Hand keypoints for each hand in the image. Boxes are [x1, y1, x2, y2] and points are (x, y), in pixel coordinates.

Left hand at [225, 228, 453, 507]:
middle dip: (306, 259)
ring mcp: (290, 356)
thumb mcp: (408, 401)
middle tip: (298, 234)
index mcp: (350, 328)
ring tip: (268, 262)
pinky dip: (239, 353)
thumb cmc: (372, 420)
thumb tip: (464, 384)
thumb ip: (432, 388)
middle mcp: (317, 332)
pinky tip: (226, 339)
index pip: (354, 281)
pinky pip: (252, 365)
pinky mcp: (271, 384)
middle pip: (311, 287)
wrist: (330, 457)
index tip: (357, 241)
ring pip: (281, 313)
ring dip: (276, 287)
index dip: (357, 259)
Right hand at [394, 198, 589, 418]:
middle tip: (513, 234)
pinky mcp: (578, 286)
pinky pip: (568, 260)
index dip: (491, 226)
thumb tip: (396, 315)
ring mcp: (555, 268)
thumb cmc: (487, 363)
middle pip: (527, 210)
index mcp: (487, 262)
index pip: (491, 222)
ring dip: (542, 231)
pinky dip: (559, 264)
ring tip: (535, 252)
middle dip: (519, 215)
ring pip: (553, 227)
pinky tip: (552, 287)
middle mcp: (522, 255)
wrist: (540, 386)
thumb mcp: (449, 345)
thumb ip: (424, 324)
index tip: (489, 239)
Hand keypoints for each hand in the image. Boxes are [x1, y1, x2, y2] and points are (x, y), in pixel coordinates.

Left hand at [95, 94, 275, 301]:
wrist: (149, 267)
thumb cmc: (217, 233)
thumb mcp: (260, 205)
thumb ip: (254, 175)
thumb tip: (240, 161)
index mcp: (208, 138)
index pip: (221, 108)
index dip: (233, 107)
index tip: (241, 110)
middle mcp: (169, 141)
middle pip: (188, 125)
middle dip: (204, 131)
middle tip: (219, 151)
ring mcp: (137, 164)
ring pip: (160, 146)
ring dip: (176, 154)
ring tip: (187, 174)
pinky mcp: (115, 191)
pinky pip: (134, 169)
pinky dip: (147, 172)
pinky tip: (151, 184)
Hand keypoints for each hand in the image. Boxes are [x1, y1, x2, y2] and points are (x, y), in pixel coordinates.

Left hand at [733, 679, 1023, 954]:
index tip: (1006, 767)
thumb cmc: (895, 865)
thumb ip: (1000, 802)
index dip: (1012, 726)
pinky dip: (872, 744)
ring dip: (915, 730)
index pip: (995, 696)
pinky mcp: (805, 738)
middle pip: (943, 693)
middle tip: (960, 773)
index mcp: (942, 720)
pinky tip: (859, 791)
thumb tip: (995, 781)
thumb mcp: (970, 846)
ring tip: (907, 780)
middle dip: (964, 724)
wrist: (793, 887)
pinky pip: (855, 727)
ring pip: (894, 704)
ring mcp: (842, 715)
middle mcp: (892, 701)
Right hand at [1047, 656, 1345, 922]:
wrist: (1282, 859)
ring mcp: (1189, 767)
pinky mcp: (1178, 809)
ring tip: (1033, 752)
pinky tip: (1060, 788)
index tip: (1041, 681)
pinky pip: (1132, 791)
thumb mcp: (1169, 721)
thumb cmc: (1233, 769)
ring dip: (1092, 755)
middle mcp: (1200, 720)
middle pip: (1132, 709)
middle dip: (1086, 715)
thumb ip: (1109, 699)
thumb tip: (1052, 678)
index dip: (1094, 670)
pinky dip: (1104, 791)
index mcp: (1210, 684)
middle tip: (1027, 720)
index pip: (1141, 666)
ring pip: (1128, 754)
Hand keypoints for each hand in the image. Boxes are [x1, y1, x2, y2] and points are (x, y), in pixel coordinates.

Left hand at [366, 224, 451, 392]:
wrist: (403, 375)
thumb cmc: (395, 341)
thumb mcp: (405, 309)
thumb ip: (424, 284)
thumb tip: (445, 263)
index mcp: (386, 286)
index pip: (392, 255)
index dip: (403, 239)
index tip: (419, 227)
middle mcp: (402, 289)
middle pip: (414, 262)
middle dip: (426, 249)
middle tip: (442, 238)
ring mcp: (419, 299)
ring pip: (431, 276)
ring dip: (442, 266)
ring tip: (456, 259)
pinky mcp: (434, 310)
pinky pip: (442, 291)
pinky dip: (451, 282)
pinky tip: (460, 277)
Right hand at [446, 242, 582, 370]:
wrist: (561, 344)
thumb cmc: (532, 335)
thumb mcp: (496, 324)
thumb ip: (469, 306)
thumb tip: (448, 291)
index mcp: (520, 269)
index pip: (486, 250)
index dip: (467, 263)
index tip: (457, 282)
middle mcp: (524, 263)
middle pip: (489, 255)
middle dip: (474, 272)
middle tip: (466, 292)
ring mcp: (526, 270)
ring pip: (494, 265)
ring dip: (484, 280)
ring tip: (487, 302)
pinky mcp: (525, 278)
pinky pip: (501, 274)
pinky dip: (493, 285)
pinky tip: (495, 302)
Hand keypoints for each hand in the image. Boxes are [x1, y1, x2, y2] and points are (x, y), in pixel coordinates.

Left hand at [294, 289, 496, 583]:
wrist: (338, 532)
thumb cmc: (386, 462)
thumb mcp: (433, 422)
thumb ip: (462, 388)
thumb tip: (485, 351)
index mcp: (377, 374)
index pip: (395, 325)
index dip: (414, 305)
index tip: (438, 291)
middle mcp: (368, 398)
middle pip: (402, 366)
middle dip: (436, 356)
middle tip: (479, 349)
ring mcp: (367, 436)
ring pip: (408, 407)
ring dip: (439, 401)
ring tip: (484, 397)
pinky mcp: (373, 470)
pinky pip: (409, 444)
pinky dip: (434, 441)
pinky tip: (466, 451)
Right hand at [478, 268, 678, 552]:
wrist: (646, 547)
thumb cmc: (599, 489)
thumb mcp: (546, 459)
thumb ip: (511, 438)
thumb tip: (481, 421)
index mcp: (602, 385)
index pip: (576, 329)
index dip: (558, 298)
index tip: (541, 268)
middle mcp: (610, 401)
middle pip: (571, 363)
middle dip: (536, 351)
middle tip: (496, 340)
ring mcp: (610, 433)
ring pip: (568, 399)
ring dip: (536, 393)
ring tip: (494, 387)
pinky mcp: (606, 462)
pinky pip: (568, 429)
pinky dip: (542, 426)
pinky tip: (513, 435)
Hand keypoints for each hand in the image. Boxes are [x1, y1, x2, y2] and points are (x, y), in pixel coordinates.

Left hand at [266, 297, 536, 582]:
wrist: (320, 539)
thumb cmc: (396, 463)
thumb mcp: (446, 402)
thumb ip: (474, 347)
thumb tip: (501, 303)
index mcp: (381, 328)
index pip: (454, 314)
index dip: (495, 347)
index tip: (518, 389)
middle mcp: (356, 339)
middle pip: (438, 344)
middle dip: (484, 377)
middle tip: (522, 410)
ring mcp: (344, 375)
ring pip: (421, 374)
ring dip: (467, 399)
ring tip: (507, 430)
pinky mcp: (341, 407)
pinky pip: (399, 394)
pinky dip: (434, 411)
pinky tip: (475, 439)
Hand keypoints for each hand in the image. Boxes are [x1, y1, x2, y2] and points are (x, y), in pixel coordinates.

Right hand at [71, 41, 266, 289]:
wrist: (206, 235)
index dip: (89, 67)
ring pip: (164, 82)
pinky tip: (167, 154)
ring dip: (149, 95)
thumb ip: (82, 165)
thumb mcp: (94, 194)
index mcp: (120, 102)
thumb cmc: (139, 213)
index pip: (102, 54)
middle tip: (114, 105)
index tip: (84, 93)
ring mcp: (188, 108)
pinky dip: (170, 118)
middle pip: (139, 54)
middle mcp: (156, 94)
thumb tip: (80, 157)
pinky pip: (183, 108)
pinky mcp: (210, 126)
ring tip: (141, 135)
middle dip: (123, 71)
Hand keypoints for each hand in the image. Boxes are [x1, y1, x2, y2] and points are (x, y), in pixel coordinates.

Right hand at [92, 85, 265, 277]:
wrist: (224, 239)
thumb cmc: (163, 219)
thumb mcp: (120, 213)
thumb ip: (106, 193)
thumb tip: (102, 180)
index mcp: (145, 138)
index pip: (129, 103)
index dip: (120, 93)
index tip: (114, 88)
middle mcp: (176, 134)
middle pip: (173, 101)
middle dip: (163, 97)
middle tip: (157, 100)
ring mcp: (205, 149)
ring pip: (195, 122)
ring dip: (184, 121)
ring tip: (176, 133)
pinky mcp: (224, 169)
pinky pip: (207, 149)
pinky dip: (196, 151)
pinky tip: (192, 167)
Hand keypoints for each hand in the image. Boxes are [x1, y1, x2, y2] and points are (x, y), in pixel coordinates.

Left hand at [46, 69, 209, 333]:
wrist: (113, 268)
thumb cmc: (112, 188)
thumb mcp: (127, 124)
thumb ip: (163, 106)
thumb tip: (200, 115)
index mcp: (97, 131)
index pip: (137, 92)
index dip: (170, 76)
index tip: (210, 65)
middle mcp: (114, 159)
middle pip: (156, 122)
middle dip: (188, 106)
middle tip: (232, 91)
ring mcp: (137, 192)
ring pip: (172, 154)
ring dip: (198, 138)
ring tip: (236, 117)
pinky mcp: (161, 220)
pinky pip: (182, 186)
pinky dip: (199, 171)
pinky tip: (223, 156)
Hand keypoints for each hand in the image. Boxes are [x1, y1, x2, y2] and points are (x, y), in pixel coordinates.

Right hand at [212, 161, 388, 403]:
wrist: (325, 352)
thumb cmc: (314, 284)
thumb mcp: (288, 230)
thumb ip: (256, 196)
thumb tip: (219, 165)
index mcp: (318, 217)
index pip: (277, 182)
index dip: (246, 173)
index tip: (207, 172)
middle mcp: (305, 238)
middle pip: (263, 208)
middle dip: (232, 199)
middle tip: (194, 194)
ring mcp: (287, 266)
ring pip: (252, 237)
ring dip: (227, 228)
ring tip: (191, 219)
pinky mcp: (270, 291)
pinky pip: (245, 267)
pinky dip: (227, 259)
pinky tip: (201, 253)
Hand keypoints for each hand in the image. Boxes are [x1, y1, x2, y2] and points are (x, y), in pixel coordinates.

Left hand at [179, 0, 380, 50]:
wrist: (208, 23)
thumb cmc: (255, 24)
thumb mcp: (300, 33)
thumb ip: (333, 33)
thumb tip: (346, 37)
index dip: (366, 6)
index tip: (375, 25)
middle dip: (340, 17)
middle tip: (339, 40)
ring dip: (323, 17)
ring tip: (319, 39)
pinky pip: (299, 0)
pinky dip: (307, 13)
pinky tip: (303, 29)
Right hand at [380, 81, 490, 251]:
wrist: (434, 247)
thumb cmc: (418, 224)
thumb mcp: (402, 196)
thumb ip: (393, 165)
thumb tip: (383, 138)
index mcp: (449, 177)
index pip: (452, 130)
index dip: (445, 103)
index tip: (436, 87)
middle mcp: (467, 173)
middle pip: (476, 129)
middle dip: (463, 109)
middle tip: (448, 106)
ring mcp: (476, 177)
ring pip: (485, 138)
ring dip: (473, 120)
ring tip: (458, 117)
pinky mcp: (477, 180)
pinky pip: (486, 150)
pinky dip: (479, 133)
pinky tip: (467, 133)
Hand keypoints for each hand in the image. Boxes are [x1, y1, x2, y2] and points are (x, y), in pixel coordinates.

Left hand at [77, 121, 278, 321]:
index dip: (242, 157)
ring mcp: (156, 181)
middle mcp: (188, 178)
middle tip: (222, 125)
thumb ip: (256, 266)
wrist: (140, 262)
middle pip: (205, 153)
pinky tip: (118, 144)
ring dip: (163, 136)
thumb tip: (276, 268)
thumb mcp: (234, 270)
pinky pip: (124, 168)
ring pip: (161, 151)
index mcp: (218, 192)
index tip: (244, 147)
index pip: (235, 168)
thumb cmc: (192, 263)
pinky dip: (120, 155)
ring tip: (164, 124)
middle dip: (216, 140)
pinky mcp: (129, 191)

+--

**Exercise directions**.
Across the listing above, state how many lines include the word "Left", with nothing but the number in reply.

**Solution to the problem**.
9